Most retailers will do almost anything to encourage customers to come back and buy more products, especially when those shoppers begin to tighten their purse strings.

Typical strategies include bigger ads, deeper discounts, cheaper merchandise, and more, chasing after a shrinking pool of consumer spending.

But that’s not how French luxury conglomerate LVMH does business.

The powerhouse behind Louis Vuitton, Christian Dior, Tiffany, and over a dozen other iconic luxury brands was one of the largest beneficiaries of a pandemic-era boom in “aspirational” spending from US shoppers earning less than $100,000.

Flush with surplus cash, these middle-income shoppers splurged on handbags and perfumes, propelling LVMH to record profits last year.

This year however, high inflation, increasing economic uncertainty, and dwindling cash reserves have led most US consumers to think twice about what they spend and where they spend it.

“The aspirational customer is suffering a bit,” LVMH CFO Jean-Jacques Guiony said on the company’s earnings call Tuesday, citing lower sales online and in “second-tier cities.”

While big-box stores are stepping up with markdowns to boost sales, that approach would spell disaster for a luxury brand, which needs to preserve an image of exclusivity and rarity.

“Extensive discounting to stimulate sales is never a good idea as while it can provide a short-term boost, it usually causes long-term damage to the brand which becomes more ubiquitous,” GlobalData retail analyst Neil Saunders told Insider.

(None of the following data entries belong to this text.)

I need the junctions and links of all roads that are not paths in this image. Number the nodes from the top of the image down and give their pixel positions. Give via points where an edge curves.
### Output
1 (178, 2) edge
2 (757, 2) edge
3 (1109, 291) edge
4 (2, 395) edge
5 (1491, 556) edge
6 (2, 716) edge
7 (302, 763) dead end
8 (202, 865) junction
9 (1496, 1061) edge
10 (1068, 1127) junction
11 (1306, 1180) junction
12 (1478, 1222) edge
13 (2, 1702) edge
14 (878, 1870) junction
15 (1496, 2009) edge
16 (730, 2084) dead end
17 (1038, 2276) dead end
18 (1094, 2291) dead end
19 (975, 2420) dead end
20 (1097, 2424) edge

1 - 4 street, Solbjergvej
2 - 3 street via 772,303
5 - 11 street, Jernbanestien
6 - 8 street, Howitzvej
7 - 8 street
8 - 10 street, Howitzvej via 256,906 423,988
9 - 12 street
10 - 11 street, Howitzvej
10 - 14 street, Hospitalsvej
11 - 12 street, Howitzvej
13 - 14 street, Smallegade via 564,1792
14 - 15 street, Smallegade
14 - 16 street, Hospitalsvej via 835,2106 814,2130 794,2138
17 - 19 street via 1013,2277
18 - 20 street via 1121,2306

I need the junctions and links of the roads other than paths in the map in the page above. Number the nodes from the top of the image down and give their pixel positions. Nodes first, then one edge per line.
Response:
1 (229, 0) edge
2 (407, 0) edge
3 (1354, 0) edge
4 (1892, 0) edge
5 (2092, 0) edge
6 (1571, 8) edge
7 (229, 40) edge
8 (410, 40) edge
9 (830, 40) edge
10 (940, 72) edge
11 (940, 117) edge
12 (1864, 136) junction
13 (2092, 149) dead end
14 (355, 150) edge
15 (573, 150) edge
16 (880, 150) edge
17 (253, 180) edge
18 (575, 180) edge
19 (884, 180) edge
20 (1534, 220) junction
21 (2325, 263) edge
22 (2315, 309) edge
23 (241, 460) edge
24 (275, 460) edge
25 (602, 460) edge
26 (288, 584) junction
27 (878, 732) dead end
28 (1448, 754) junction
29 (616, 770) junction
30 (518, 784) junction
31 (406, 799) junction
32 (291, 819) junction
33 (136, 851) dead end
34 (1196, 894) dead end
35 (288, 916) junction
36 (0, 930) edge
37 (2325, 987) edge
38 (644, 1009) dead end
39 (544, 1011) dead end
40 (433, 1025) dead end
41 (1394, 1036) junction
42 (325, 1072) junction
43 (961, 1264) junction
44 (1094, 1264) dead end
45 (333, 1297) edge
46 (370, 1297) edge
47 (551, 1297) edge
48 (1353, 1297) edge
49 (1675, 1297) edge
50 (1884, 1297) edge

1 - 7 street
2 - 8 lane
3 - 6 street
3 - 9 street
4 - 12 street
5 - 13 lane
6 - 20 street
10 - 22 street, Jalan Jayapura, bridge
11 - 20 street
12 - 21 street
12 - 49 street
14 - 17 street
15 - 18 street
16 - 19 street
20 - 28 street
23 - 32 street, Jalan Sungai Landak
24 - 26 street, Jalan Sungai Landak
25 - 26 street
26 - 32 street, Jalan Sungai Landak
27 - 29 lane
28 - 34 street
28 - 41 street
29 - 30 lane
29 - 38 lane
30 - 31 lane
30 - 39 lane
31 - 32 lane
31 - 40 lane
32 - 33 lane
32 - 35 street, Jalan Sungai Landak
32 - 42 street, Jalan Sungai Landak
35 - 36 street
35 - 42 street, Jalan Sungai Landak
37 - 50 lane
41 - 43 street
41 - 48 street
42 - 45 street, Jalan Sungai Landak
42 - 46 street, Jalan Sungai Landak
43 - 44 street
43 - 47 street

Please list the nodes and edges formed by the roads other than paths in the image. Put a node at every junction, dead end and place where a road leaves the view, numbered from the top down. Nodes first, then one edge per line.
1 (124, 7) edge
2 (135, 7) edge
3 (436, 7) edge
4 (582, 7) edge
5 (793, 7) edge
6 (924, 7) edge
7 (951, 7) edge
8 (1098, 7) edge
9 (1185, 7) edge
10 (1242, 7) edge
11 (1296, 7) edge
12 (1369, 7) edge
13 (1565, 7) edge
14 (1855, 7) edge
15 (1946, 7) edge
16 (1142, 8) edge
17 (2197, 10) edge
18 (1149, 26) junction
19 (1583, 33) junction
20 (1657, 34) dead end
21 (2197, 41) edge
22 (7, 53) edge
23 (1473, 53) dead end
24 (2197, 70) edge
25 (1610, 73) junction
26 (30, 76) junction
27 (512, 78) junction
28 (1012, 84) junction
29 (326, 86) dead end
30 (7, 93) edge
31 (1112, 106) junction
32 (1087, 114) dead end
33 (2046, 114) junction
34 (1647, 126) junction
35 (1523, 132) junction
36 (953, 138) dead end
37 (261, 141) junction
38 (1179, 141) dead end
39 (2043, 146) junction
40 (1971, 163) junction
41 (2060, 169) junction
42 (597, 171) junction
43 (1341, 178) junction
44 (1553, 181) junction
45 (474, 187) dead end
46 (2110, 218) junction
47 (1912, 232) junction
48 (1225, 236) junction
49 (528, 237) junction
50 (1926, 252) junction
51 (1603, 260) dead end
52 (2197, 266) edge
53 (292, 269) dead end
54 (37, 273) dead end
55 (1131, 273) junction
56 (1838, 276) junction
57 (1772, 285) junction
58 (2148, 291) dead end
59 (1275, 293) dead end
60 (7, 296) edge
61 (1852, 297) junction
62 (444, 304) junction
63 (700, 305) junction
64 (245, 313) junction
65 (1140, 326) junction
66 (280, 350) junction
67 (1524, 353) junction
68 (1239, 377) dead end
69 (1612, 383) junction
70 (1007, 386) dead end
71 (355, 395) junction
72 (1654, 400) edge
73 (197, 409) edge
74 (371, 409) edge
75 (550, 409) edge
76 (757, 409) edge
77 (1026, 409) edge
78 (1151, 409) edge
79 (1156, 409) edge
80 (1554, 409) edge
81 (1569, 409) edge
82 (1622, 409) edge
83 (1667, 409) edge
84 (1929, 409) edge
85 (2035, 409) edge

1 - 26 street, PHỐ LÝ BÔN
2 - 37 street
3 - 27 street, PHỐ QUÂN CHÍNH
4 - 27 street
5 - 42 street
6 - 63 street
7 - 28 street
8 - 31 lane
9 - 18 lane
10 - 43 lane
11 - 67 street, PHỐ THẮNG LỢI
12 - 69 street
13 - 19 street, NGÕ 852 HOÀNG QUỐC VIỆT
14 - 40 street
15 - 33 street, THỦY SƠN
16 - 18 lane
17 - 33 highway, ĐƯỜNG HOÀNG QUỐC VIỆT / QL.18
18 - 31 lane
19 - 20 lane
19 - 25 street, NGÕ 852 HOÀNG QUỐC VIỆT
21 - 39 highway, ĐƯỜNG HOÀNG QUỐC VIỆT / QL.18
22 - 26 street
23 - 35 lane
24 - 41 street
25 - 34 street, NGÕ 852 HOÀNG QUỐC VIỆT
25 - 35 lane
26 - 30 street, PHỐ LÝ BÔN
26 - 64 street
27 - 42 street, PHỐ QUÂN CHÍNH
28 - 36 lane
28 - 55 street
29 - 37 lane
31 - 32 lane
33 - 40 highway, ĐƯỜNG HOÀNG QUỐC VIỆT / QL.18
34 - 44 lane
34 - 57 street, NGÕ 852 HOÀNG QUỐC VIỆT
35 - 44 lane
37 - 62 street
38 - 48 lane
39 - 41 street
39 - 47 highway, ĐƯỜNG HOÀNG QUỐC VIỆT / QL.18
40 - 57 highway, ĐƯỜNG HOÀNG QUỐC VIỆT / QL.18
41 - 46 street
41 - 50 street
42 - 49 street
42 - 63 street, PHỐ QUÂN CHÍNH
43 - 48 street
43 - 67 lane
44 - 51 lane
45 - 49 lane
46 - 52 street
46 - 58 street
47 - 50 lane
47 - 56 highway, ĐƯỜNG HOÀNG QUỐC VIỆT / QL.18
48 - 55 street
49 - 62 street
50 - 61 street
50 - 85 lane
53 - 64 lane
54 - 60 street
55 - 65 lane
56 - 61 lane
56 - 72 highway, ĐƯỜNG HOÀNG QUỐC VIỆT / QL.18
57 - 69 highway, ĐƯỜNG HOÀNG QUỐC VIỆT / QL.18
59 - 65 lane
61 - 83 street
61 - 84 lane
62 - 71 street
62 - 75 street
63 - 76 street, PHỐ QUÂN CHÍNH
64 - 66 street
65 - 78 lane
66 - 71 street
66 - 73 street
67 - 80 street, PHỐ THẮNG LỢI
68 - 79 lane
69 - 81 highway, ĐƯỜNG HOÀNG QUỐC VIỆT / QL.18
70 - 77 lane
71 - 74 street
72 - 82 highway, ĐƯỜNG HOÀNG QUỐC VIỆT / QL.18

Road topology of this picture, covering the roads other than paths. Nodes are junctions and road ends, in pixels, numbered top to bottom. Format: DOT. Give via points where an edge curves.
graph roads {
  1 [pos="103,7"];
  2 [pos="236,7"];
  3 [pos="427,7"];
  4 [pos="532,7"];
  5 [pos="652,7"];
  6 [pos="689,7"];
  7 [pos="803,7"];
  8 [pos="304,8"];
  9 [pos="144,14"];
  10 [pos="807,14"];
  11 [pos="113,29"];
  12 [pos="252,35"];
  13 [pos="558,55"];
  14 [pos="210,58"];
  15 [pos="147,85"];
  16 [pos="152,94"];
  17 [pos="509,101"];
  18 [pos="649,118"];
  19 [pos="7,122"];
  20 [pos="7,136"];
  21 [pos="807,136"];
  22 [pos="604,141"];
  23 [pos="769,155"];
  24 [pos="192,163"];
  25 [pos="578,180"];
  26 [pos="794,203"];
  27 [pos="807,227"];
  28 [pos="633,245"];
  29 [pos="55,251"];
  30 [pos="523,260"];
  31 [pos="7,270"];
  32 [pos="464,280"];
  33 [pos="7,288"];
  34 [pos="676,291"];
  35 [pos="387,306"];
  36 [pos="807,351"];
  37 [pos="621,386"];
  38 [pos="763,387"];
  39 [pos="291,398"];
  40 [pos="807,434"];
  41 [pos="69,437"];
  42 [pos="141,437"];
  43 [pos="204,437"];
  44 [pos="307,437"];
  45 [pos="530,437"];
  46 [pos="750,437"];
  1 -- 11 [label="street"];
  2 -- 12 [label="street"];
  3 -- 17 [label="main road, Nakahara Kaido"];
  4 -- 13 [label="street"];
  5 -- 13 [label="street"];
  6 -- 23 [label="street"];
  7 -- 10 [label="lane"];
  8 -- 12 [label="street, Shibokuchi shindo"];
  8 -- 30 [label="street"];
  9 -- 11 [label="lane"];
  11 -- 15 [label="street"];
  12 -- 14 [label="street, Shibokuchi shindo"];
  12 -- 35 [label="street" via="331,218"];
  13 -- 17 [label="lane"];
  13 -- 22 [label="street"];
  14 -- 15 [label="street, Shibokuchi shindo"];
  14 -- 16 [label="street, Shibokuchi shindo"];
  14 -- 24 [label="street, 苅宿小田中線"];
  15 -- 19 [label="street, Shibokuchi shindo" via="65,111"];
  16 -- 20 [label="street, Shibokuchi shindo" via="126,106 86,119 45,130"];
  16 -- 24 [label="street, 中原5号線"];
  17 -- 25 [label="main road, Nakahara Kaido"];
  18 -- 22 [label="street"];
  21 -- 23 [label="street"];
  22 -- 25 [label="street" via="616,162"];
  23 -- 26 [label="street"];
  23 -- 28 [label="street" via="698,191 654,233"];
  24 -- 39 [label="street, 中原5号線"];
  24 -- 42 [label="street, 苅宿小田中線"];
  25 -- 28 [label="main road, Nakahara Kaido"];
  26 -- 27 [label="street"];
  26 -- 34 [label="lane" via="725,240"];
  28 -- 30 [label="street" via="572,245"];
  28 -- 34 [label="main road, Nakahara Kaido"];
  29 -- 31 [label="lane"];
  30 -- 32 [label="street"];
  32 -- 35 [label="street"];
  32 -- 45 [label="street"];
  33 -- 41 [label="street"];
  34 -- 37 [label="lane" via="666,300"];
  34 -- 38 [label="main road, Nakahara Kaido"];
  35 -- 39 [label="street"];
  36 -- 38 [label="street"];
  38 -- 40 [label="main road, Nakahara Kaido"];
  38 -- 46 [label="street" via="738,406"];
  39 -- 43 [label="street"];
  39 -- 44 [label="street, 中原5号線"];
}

Saunders highlighted Coach and Michael Kors as brands who have spent several years now rebuilding their cache after wading too far into the mainstream.

Even as the company hands the reins over to a younger generation and expands its reach, Guiony said: “All our energy is focused on increasing the desirability of the brands.”

And desirability is rarely found in the bargain bin.

Still, even though chasing after “aspirational” customers would be bad for LVMH’s business, neither can the brand run away from them and into the arms of the ultra-wealthy.

“It’s a myth that a lot of the revenue stream comes from high earners,” retail industry expert and consultant Hitha Herzog told Insider. “Their bread and butter are products at lower price points, like sunglasses, wallets, and perfumes, that really target the aspirational customer.”

Herzog also pointed out that the breadth of LVMH’s geography and brand portfolio puts the company in a more secure position to ride out dips and changes in buying behaviors.

Falling US handbag sales can be offset by gains in Asia; fewer bottles of cognac can be compensated with more bottles of champagne.

So what’s a luxury house to do?

If the earnings call is any evidence, the answer is lots of advertising and a few blockbuster events to get the brands’ message out and burnish the image.

Guiony said a marketing blitz leading up to a mega-budget fashion show on the Pont Neuf in Paris with musician-turned-designer Pharrell Williams pulled in over a billion views for Louis Vuitton. 

“The cost of all these initiatives was obviously quite high,” Guiony said. “It’s quite extraordinary in my view and worth the investment.”

Not every luxury brand can pull this strategy off, but it appears LVMH certainly can.